Copy out every line of the data where the word "this" is found.

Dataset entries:
□ □ □ □ □ □ □
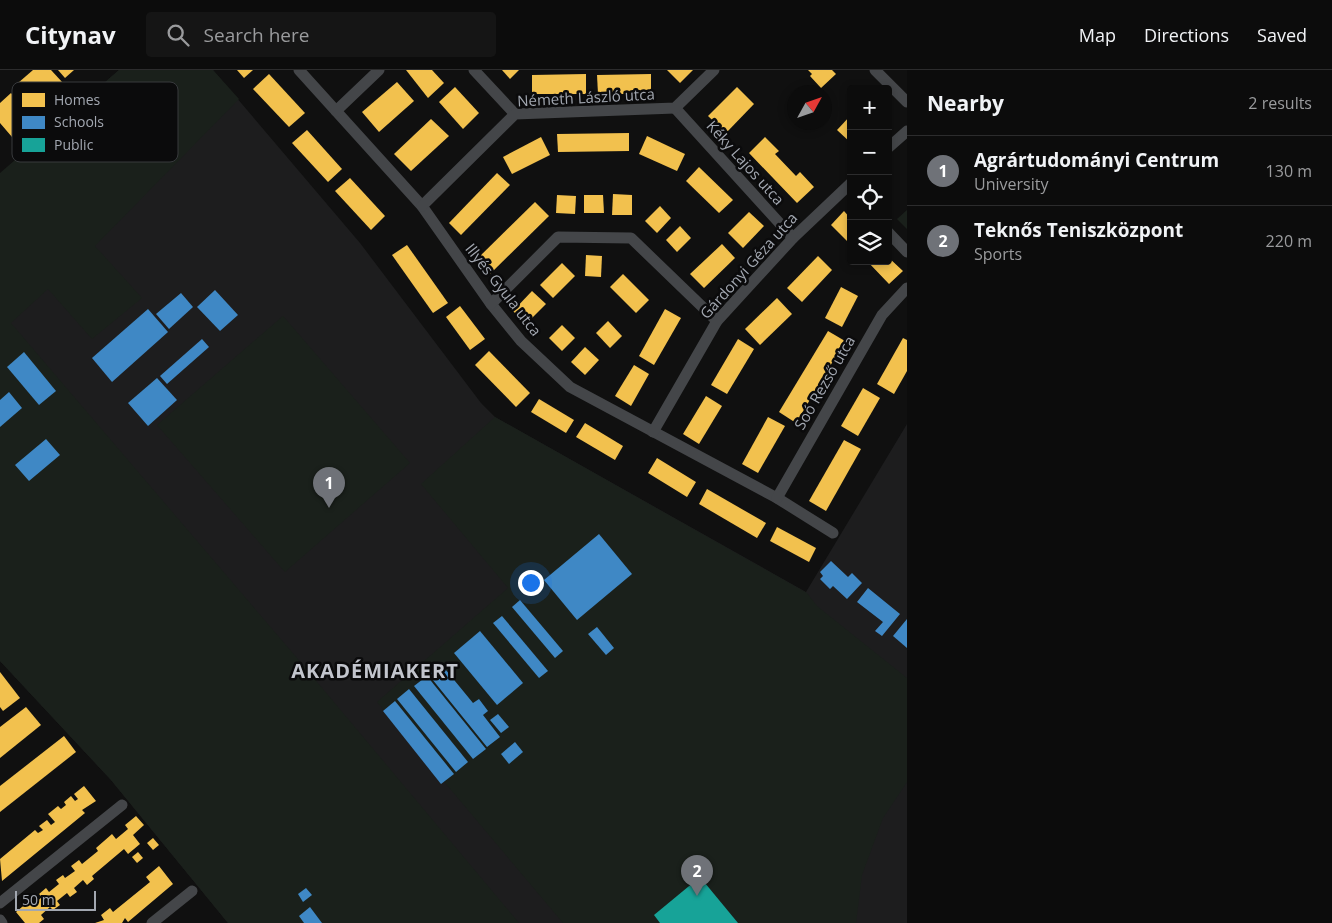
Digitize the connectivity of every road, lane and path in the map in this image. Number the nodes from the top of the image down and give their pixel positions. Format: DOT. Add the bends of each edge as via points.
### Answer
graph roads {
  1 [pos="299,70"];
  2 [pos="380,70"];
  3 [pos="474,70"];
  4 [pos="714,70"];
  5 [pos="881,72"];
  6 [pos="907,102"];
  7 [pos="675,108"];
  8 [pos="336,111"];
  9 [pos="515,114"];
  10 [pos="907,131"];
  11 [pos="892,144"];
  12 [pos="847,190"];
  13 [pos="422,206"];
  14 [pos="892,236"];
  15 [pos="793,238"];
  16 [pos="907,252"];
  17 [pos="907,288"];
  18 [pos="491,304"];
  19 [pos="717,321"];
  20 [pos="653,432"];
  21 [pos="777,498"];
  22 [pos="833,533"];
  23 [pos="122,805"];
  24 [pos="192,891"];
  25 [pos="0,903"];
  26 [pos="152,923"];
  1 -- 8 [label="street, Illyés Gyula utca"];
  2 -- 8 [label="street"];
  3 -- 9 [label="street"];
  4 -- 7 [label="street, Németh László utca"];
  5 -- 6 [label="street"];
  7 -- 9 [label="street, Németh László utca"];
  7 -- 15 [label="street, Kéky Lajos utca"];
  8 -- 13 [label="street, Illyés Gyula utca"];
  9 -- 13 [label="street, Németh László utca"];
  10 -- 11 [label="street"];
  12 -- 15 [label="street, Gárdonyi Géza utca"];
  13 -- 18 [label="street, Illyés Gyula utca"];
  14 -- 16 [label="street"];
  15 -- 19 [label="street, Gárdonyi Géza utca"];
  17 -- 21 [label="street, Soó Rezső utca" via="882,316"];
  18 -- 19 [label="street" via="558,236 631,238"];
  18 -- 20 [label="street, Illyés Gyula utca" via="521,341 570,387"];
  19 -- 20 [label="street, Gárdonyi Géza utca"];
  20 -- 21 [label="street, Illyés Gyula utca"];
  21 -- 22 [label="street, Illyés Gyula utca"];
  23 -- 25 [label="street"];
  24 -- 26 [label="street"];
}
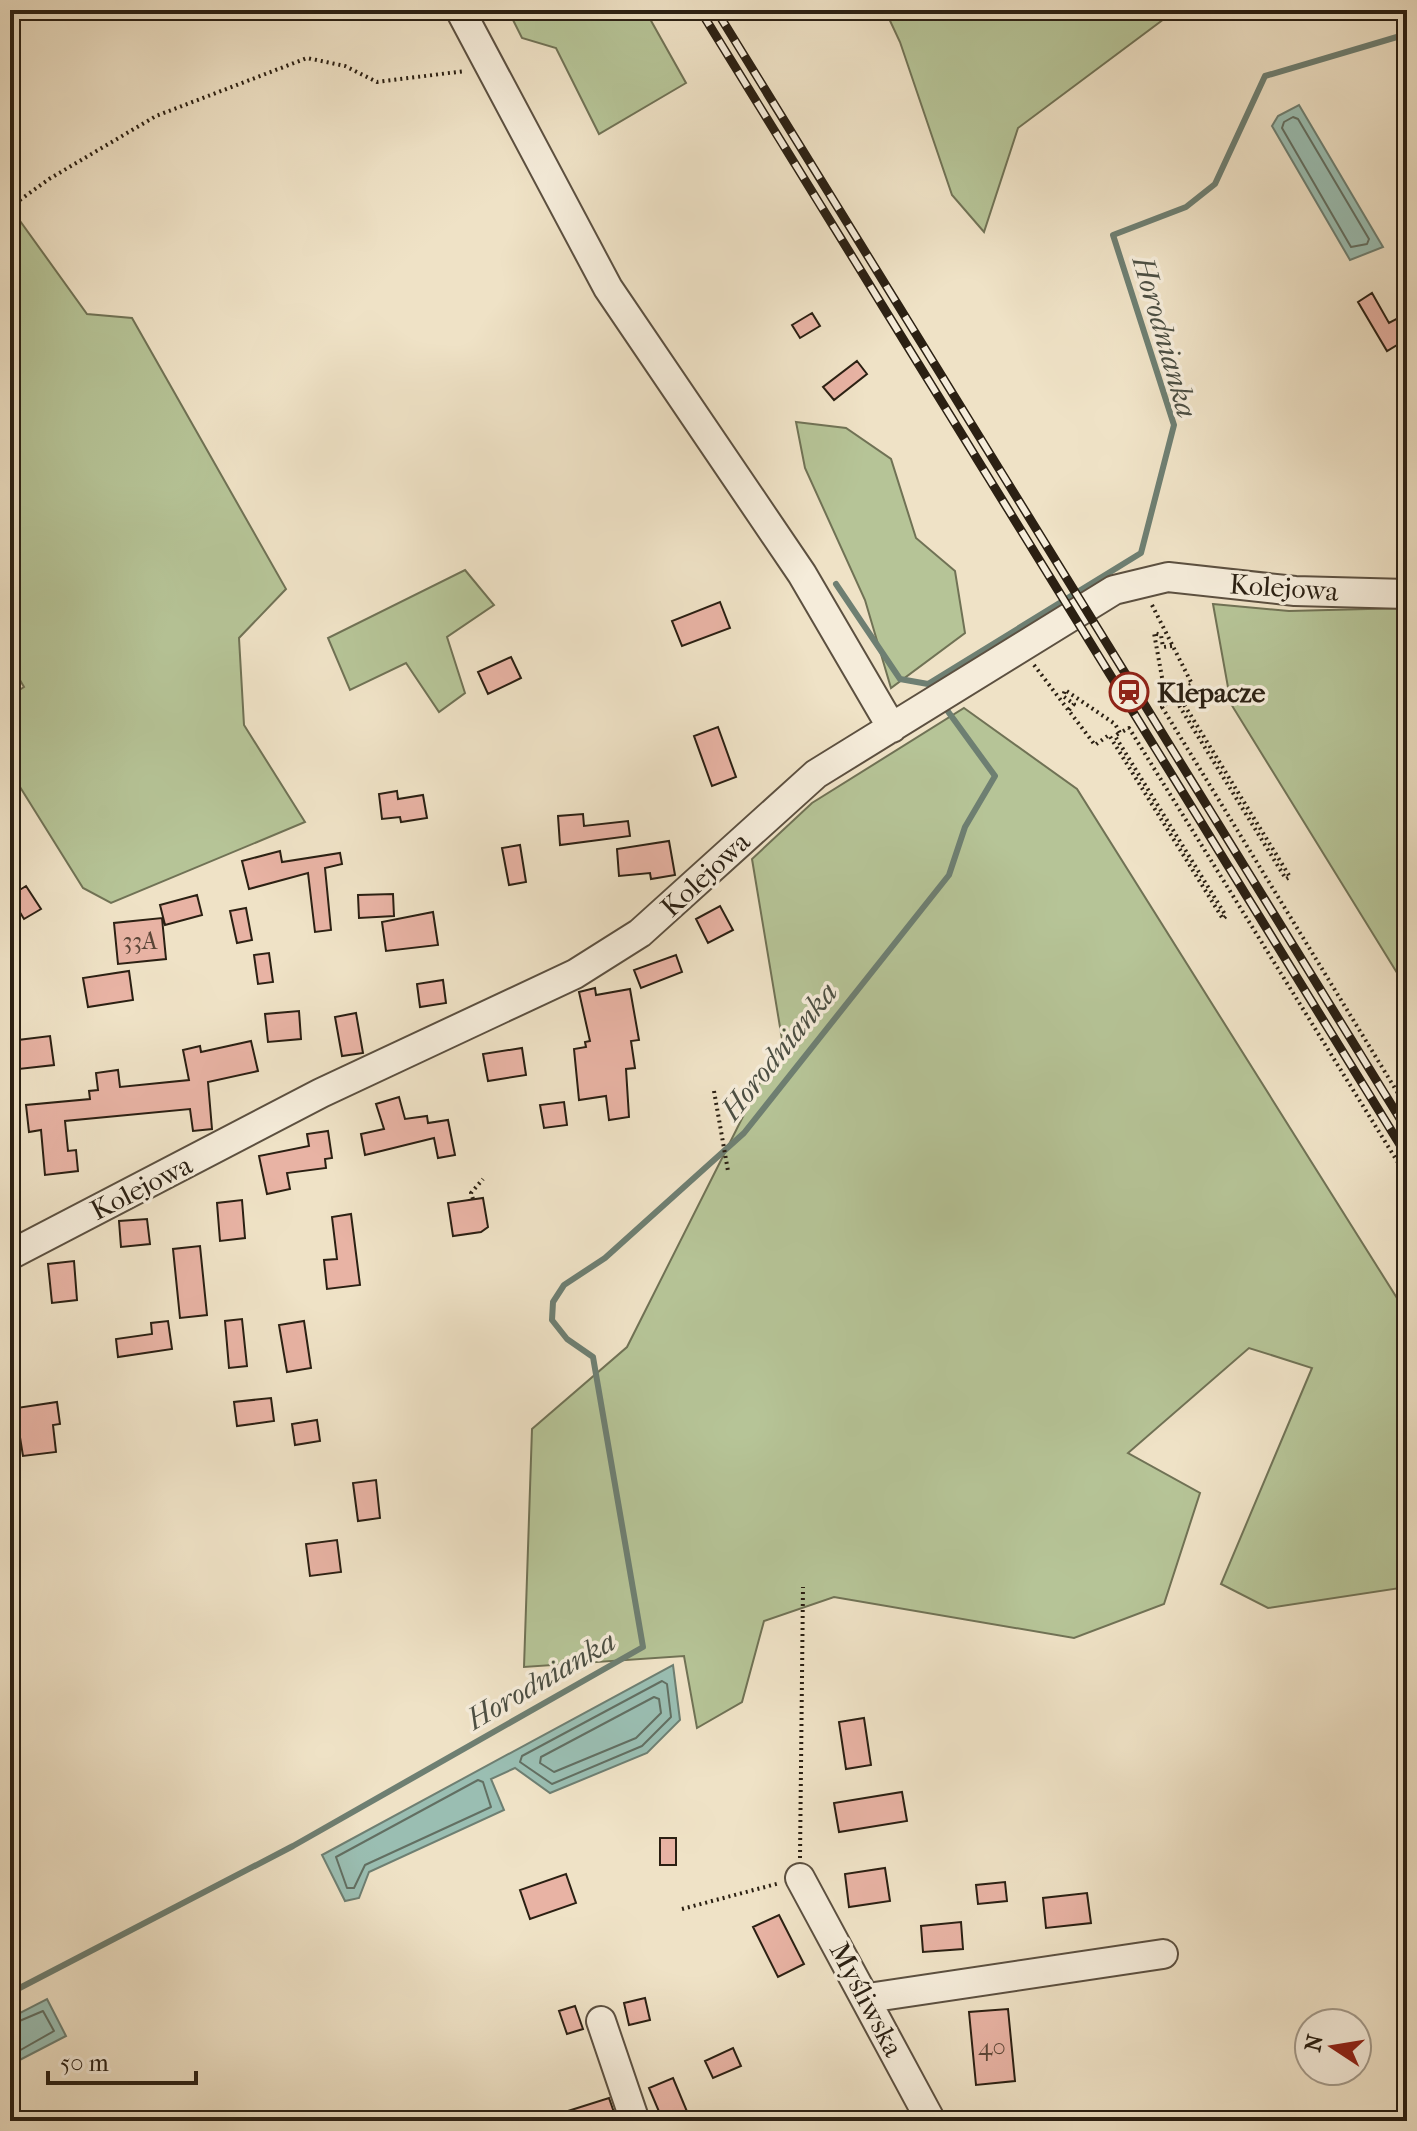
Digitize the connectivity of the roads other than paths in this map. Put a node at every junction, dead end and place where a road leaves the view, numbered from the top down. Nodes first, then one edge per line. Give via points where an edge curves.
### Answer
□ □ □ □ □ □ □
ANSWER SPACE >>
Digitize the connectivity of every road, lane and path in the map in this image. Number the nodes from the top of the image down and give their pixel positions. Format: DOT. Add the bends of each edge as via points.
Digitize the connectivity of the roads other than paths in this map. Put a node at every junction, dead end and place where a road leaves the view, numbered from the top down. Nodes first, then one edge per line. Give via points where an edge curves.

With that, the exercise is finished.